=== ASSIGNMENT ===
Please tell how many of the lines below contain "Drive", using only a number.

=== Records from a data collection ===
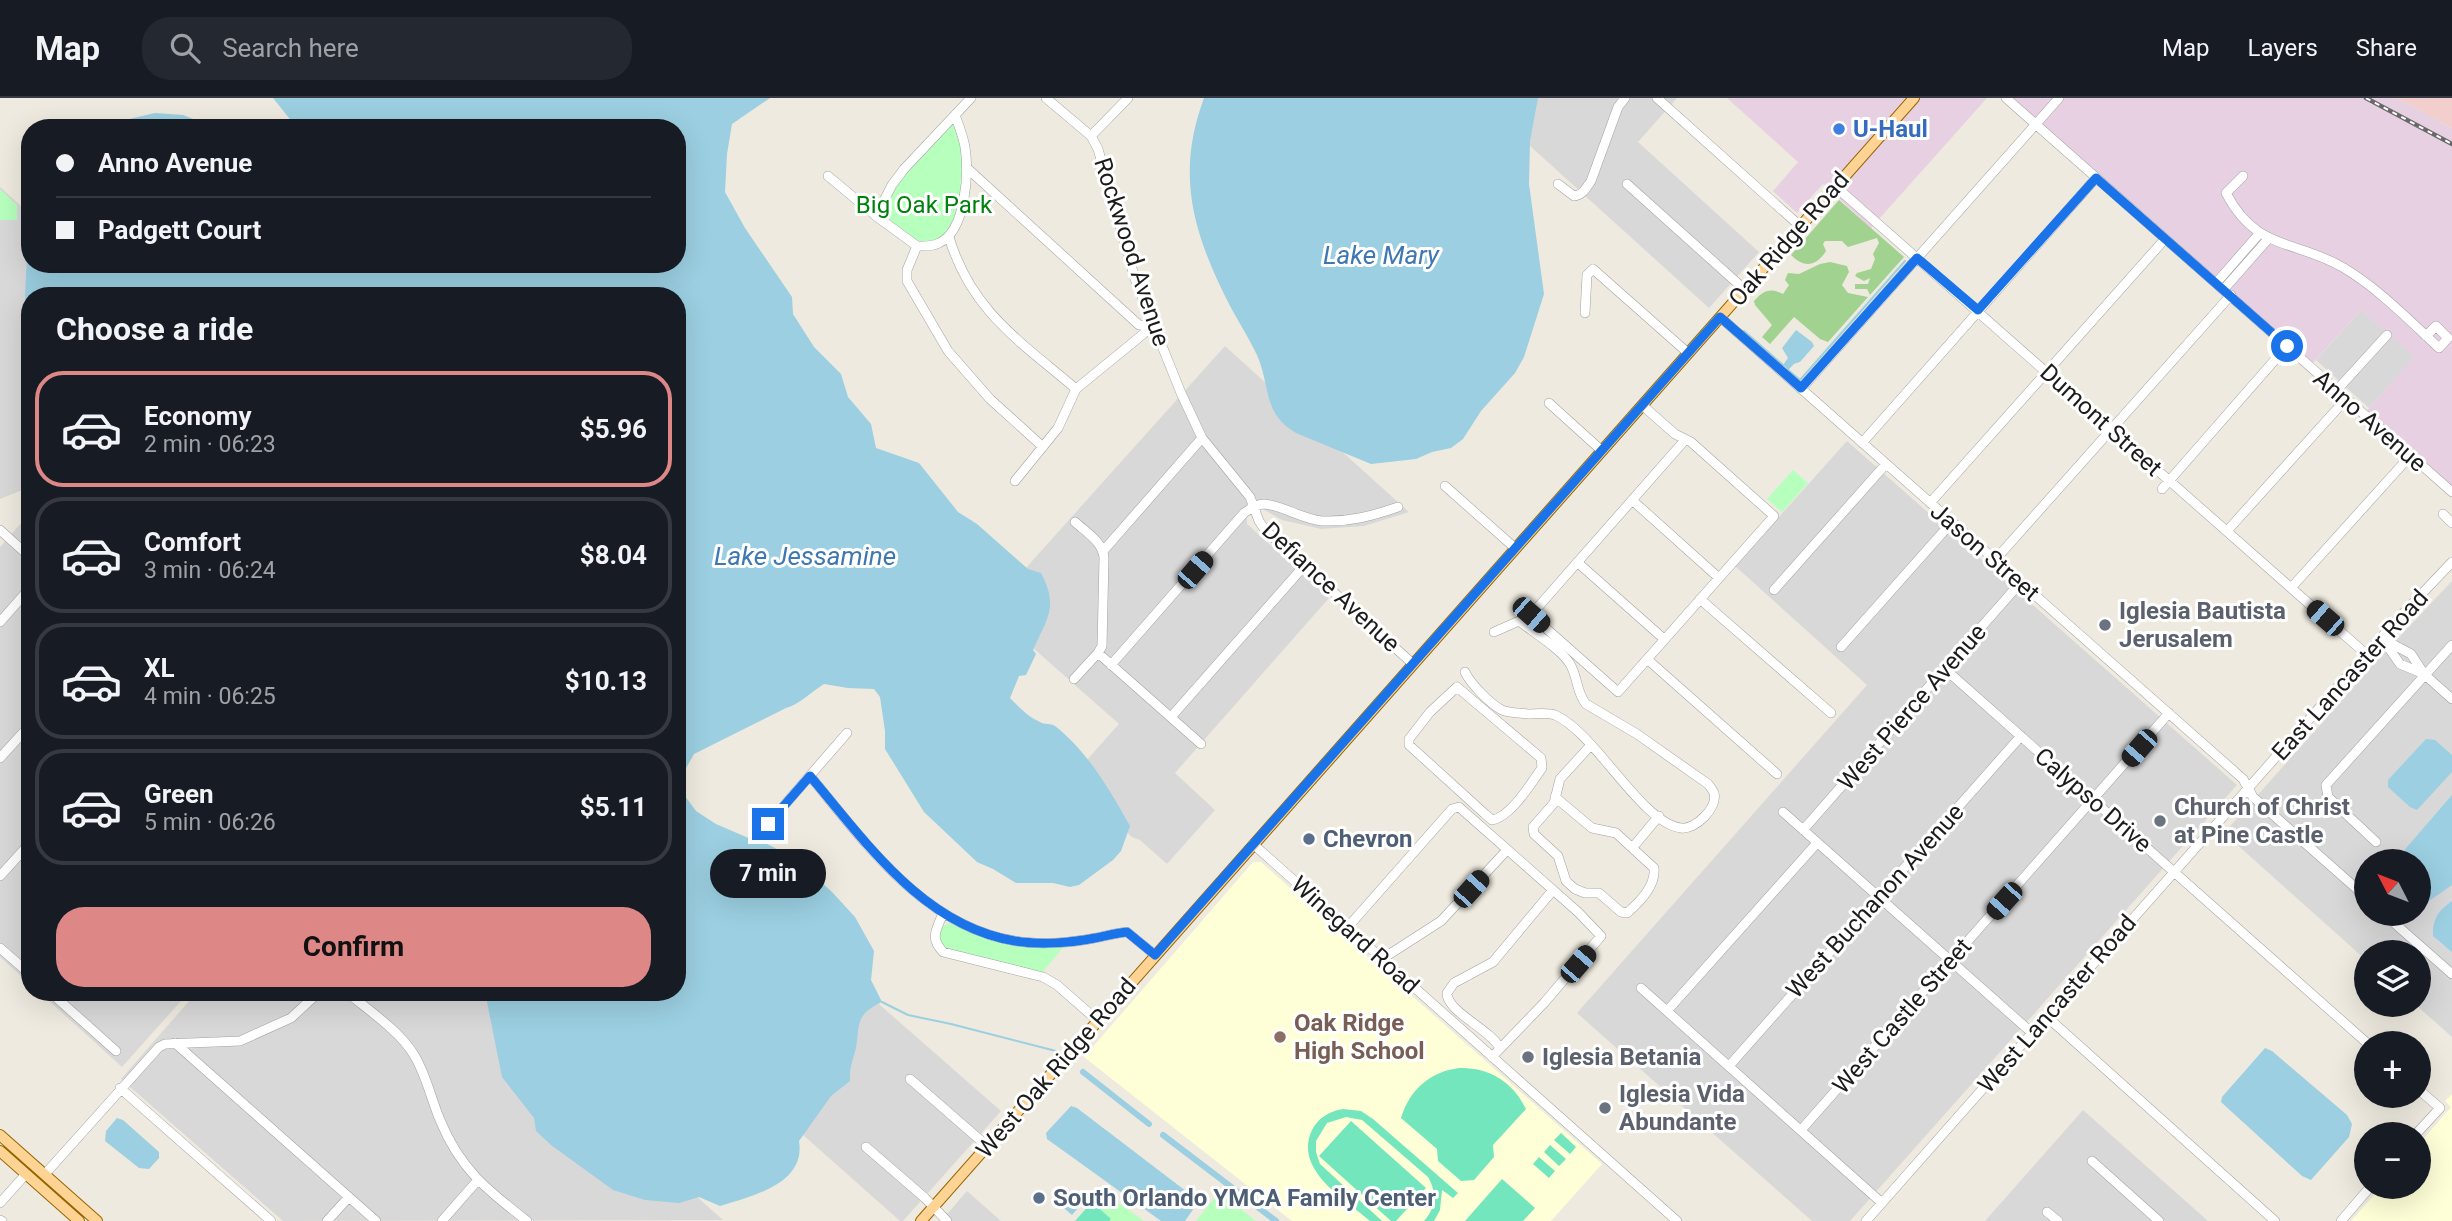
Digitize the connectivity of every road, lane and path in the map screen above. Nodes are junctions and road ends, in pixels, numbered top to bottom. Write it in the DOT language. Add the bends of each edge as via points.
graph roads {
  1 [pos="971,98"];
  2 [pos="1046,98"];
  3 [pos="1128,98"];
  4 [pos="1625,98"];
  5 [pos="1657,98"];
  6 [pos="2006,98"];
  7 [pos="2059,98"];
  8 [pos="1910,99"];
  9 [pos="955,115"];
  10 [pos="2036,125"];
  11 [pos="1091,136"];
  12 [pos="967,168"];
  13 [pos="828,176"];
  14 [pos="2243,176"];
  15 [pos="2096,178"];
  16 [pos="1558,184"];
  17 [pos="1628,184"];
  18 [pos="1835,186"];
  19 [pos="876,216"];
  20 [pos="1800,226"];
  21 [pos="2264,236"];
  22 [pos="949,237"];
  23 [pos="2165,239"];
  24 [pos="917,246"];
  25 [pos="1917,258"];
  26 [pos="1744,289"];
  27 [pos="2224,289"];
  28 [pos="1978,310"];
  29 [pos="1585,313"];
  30 [pos="1720,317"];
  31 [pos="1153,326"];
  32 [pos="2386,335"];
  33 [pos="2426,336"];
  34 [pos="2287,346"];
  35 [pos="1688,353"];
  36 [pos="2048,372"];
  37 [pos="1801,388"];
  38 [pos="1076,389"];
  39 [pos="2336,390"];
  40 [pos="2346,399"];
  41 [pos="1549,404"];
  42 [pos="1642,405"];
  43 [pos="2111,429"];
  44 [pos="1202,439"];
  45 [pos="1685,440"];
  46 [pos="1862,443"];
  47 [pos="1043,447"];
  48 [pos="1601,450"];
  49 [pos="2410,456"];
  50 [pos="1886,464"];
  51 [pos="2169,480"];
  52 [pos="1014,481"];
  53 [pos="1445,486"];
  54 [pos="2162,489"];
  55 [pos="2452,492"];
  56 [pos="1632,500"];
  57 [pos="1930,503"];
  58 [pos="1254,506"];
  59 [pos="1398,507"];
  60 [pos="2443,514"];
  61 [pos="1075,522"];
  62 [pos="1952,522"];
  63 [pos="2452,523"];
  64 [pos="0,530"];
  65 [pos="2227,531"];
  66 [pos="1515,548"];
  67 [pos="21,549"];
  68 [pos="1104,550"];
  69 [pos="1995,560"];
  70 [pos="1577,562"];
  71 [pos="2452,562"];
  72 [pos="1304,566"];
  73 [pos="1719,578"];
  74 [pos="2021,583"];
  75 [pos="2291,588"];
  76 [pos="1774,590"];
  77 [pos="21,598"];
  78 [pos="1700,599"];
  79 [pos="0,622"];
  80 [pos="1494,632"];
  81 [pos="2381,638"];
  82 [pos="1664,639"];
  83 [pos="2452,645"];
  84 [pos="1841,647"];
  85 [pos="1098,653"];
  86 [pos="2367,654"];
  87 [pos="1647,659"];
  88 [pos="2415,659"];
  89 [pos="1413,664"];
  90 [pos="1111,665"];
  91 [pos="2407,668"];
  92 [pos="1945,669"];
  93 [pos="1465,672"];
  94 [pos="2424,674"];
  95 [pos="1074,679"];
  96 [pos="2452,699"];
  97 [pos="1831,713"];
  98 [pos="2169,713"];
  99 [pos="1171,717"];
  100 [pos="848,733"];
  101 [pos="21,735"];
  102 [pos="2021,736"];
  103 [pos="1201,744"];
  104 [pos="1590,746"];
  105 [pos="0,758"];
  106 [pos="1777,774"];
  107 [pos="810,776"];
  108 [pos="2249,789"];
  109 [pos="1522,796"];
  110 [pos="1555,797"];
  111 [pos="2093,800"];
  112 [pos="1783,812"];
  113 [pos="1659,816"];
  114 [pos="768,824"];
  115 [pos="1803,830"];
  116 [pos="2376,842"];
  117 [pos="1817,843"];
  118 [pos="1253,844"];
  119 [pos="1633,847"];
  120 [pos="1507,849"];
  121 [pos="21,852"];
  122 [pos="2175,872"];
  123 [pos="0,876"];
  124 [pos="2354,886"];
  125 [pos="1553,890"];
  126 [pos="1879,897"];
  127 [pos="943,913"];
  128 [pos="2398,926"];
  129 [pos="1347,928"];
  130 [pos="0,948"];
  131 [pos="1155,955"];
  132 [pos="1382,959"];
  133 [pos="1951,961"];
  134 [pos="21,966"];
  135 [pos="2452,974"];
  136 [pos="1641,988"];
  137 [pos="65,1001"];
  138 [pos="309,1001"];
  139 [pos="357,1001"];
  140 [pos="1667,1011"];
  141 [pos="2046,1016"];
  142 [pos="1098,1021"];
  143 [pos="2354,1031"];
  144 [pos="2032,1033"];
  145 [pos="175,1043"];
  146 [pos="1500,1048"];
  147 [pos="116,1051"];
  148 [pos="1492,1057"];
  149 [pos="1729,1066"];
  150 [pos="911,1079"];
  151 [pos="120,1088"];
  152 [pos="2431,1100"];
  153 [pos="2427,1122"];
  154 [pos="1801,1130"];
  155 [pos="0,1135"];
  156 [pos="987,1146"];
  157 [pos="866,1147"];
  158 [pos="0,1151"];
  159 [pos="2092,1161"];
  160 [pos="26,1174"];
  161 [pos="45,1174"];
  162 [pos="477,1181"];
  163 [pos="349,1197"];
  164 [pos="2360,1199"];
  165 [pos="0,1203"];
  166 [pos="1882,1203"];
  167 [pos="933,1207"];
  168 [pos="2047,1212"];
  169 [pos="79,1221"];
  170 [pos="97,1221"];
  171 [pos="271,1221"];
  172 [pos="327,1221"];
  173 [pos="376,1221"];
  174 [pos="442,1221"];
  175 [pos="527,1221"];
  176 [pos="921,1221"];
  177 [pos="947,1221"];
  178 [pos="1677,1221"];
  179 [pos="1866,1221"];
  180 [pos="2058,1221"];
  181 [pos="2159,1221"];
  182 [pos="2275,1221"];
  183 [pos="2341,1221"];
  1 -- 9 [label="street"];
  2 -- 11 [label="street, Rockwood Avenue"];
  3 -- 11 [label="street"];
  4 -- 16 [label="street" via="1584,191 1574,196"];
  5 -- 20 [label="street"];
  6 -- 10 [label="street, Anno Avenue"];
  7 -- 10 [label="street"];
  8 -- 18 [label="main road, Oak Ridge Road"];
  9 -- 12 [label="street"];
  9 -- 19 [label="street" via="904,169"];
  10 -- 15 [label="street, Anno Avenue"];
  10 -- 25 [label="street"];
  11 -- 31 [label="street, Rockwood Avenue" via="1104,162 1135,279"];
  12 -- 22 [label="street" via="962,208"];
  12 -- 31 [label="street" via="1139,325"];
  13 -- 19 [label="street"];
  14 -- 21 [label="street" via="2226,192 2237,213"];
  15 -- 23 [label="street, Anno Avenue"];
  15 -- 28 [label="street"];
  17 -- 26 [label="street"];
  18 -- 20 [label="main road, Oak Ridge Road"];
  18 -- 25 [label="street, Dumont Street"];
  19 -- 24 [label="street"];
  20 -- 26 [label="main road, Oak Ridge Road"];
  21 -- 27 [label="street" via="2229,276"];
  21 -- 33 [label="street" via="2342,267 2367,283"];
  22 -- 24 [label="street" via="939,244"];
  22 -- 38 [label="street" via="957,264 991,316"];
  23 -- 27 [label="street, Anno Avenue"];
  23 -- 36 [label="street"];
  24 -- 47 [label="street" via="907,281 948,351"];
  25 -- 28 [label="street, Dumont Street"];
  25 -- 37 [label="street"];
  26 -- 30 [label="main road, Oak Ridge Road"];
  27 -- 34 [label="street, Anno Avenue"];
  27 -- 43 [label="street"];
  28 -- 36 [label="street, Dumont Street"];
  28 -- 46 [label="street"];
  29 -- 35 [label="street" via="1587,275 1592,269"];
  30 -- 35 [label="main road, West Oak Ridge Road"];
  30 -- 37 [label="street, Jason Street"];
  31 -- 38 [label="street"];
  31 -- 44 [label="street, Rockwood Avenue"];
  32 -- 39 [label="street"];
  34 -- 39 [label="street, Anno Avenue"];
  34 -- 51 [label="street"];
  35 -- 42 [label="main road, West Oak Ridge Road"];
  36 -- 43 [label="street, Dumont Street"];
  36 -- 57 [label="street"];
  37 -- 46 [label="street, Jason Street"];
  38 -- 47 [label="street" via="1058,428"];
  39 -- 40 [label="street, Anno Avenue"];
  40 -- 49 [label="street, Anno Avenue"];
  40 -- 65 [label="street"];
  41 -- 48 [label="street"];
  42 -- 45 [label="street"];
  42 -- 48 [label="main road, West Oak Ridge Road"];
  43 -- 51 [label="street, Dumont Street"];
  43 -- 69 [label="street"];
  44 -- 58 [label="street, Rockwood Avenue" via="1243,486"];
  44 -- 68 [label="street"];
  45 -- 56 [label="street"];
  45 -- 73 [label="street" via="1773,516"];
  46 -- 50 [label="street, Jason Street"];
  47 -- 52 [label="street"];
  48 -- 66 [label="main road, West Oak Ridge Road"];
  49 -- 55 [label="street, Anno Avenue"];
  49 -- 75 [label="street"];
  50 -- 57 [label="street, Jason Street"];
  50 -- 76 [label="street"];
  51 -- 54 [label="street"];
  51 -- 65 [label="street, Dumont Street"];
  53 -- 66 [label="street"];
  56 -- 70 [label="street"];
  56 -- 73 [label="street"];
  57 -- 62 [label="street, Jason Street"];
  58 -- 59 [label="street" via="1262,504 1320,521 1350,521"];
  58 -- 72 [label="street, Defiance Avenue" via="1265,530"];
  58 -- 90 [label="street"];
  60 -- 63 [label="street"];
  61 -- 68 [label="street"];
  62 -- 69 [label="street, Jason Street"];
  62 -- 84 [label="street"];
  64 -- 67 [label="street"];
  65 -- 75 [label="street, Dumont Street"];
  66 -- 89 [label="main road, West Oak Ridge Road"];
  68 -- 85 [label="street" via="1102,646"];
  69 -- 74 [label="street, Jason Street"];
  70 -- 82 [label="street"];
  70 -- 87 [label="street" via="1531,615 1618,692"];
  71 -- 81 [label="street, East Lancaster Road"];
  72 -- 89 [label="street, Defiance Avenue"];
  72 -- 99 [label="street"];
  73 -- 78 [label="street"];
  74 -- 92 [label="street, West Pierce Avenue"];
  74 -- 98 [label="street, Jason Street"];
  75 -- 86 [label="street, Dumont Street"];
  77 -- 79 [label="street"];
  78 -- 82 [label="street"];
  78 -- 97 [label="street"];
  80 -- 113 [label="street" via="1519,621 1568,661 1586,705 1657,748 1714,793 1710,809 1685,829"];
  81 -- 86 [label="street, East Lancaster Road"];
  81 -- 88 [label="street"];
  81 -- 91 [label="street" via="2398,663"];
  82 -- 87 [label="street"];
  83 -- 94 [label="street"];
  85 -- 90 [label="street"];
  85 -- 95 [label="street"];
  86 -- 108 [label="street, East Lancaster Road"];
  87 -- 106 [label="street"];
  88 -- 91 [label="street"];
  88 -- 94 [label="street"];
  89 -- 118 [label="main road, West Oak Ridge Road"];
  90 -- 99 [label="street"];
  91 -- 94 [label="street"];
  92 -- 102 [label="street, Calypso Drive"];
  92 -- 115 [label="street, West Pierce Avenue"];
  93 -- 104 [label="street" via="1502,710 1554,714"];
  94 -- 96 [label="street"];
  94 -- 116 [label="street" via="2326,785 2328,797"];
  98 -- 108 [label="street, Jason Street"];
  98 -- 111 [label="street, West Castle Street"];
  99 -- 103 [label="street"];
  100 -- 107 [label="street"];
  101 -- 105 [label="street"];
  102 -- 111 [label="street, Calypso Drive"];
  102 -- 126 [label="street, West Buchanon Avenue"];
  104 -- 110 [label="street" via="1560,779"];
  104 -- 113 [label="street"];
  107 -- 114 [label="street"];
  107 -- 127 [label="street" via="895,876"];
  108 -- 122 [label="street, West Lancaster Road"];
  108 -- 124 [label="street, Jason Street"];
  109 -- 109 [label="street" via="1542,768 1542,758 1461,688 1453,688 1409,744 1492,820 1505,815"];
  110 -- 119 [label="street" via="1592,828 1616,833"];
  110 -- 119 [label="street" via="1533,827 1534,834 1558,856 1566,881 1575,889 1599,893 1626,913 1655,876 1654,867"];
  111 -- 122 [label="street, Calypso Drive"];
  111 -- 133 [label="street, West Castle Street"];
  112 -- 115 [label="street"];
  113 -- 119 [label="street"];
  115 -- 117 [label="street"];
  117 -- 126 [label="street"];
  117 -- 140 [label="street"];
  118 -- 129 [label="street, Winegard Road"];
  118 -- 131 [label="main road, West Oak Ridge Road"];
  120 -- 125 [label="street"];
  120 -- 129 [label="street" via="1459,807 1452,809"];
  120 -- 132 [label="street" via="1441,921"];
  121 -- 123 [label="street"];
  122 -- 141 [label="street, West Lancaster Road"];
  122 -- 143 [label="street, Calypso Drive"];
  125 -- 146 [label="street" via="1601,936"];
  125 -- 146 [label="street" via="1493,962 1454,983 1447,993 1450,1003"];
  126 -- 133 [label="street"];
  126 -- 149 [label="street, West Buchanon Avenue"];
  127 -- 131 [label="street" via="1016,941 1092,939 1127,932"];
  127 -- 142 [label="street" via="934,937 943,952 1043,977"];
  128 -- 135 [label="street"];
  129 -- 132 [label="street, Winegard Road"];
  130 -- 134 [label="street"];
  131 -- 142 [label="main road, West Oak Ridge Road"];
  132 -- 148 [label="street, Winegard Road"];
  133 -- 144 [label="street"];
  133 -- 154 [label="street, West Castle Street"];
  136 -- 140 [label="street"];
  137 -- 147 [label="street"];
  138 -- 145 [label="street" via="291,1018 240,1041"];
  139 -- 162 [label="street" via="415,1055 446,1134"];
  140 -- 149 [label="street"];
  141 -- 144 [label="street, West Lancaster Road"];
  141 -- 182 [label="street"];
  142 -- 156 [label="main road, West Oak Ridge Road"];
  144 -- 166 [label="street, West Lancaster Road"];
  145 -- 151 [label="street" via="159,1047"];
  145 -- 163 [label="street"];
  146 -- 148 [label="street"];
  148 -- 178 [label="street, Winegard Road"];
  149 -- 154 [label="street"];
  150 -- 156 [label="street"];
  151 -- 161 [label="street"];
  151 -- 171 [label="street"];
  152 -- 153 [label="street" via="2440,1108"];
  154 -- 166 [label="street"];
  155 -- 161 [label="main road"];
  156 -- 167 [label="main road, West Oak Ridge Road"];
  157 -- 167 [label="street"];
  158 -- 160 [label="main road"];
  159 -- 181 [label="street"];
  160 -- 165 [label="street"];
  160 -- 169 [label="main road"];
  161 -- 170 [label="main road"];
  162 -- 174 [label="street"];
  162 -- 175 [label="street"];
  163 -- 172 [label="street"];
  163 -- 173 [label="street"];
  164 -- 183 [label="street"];
  166 -- 179 [label="street, West Lancaster Road"];
  167 -- 176 [label="main road, West Oak Ridge Road"];
  167 -- 177 [label="street"];
  168 -- 180 [label="street"];
}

=== ANSWER AREA ===
4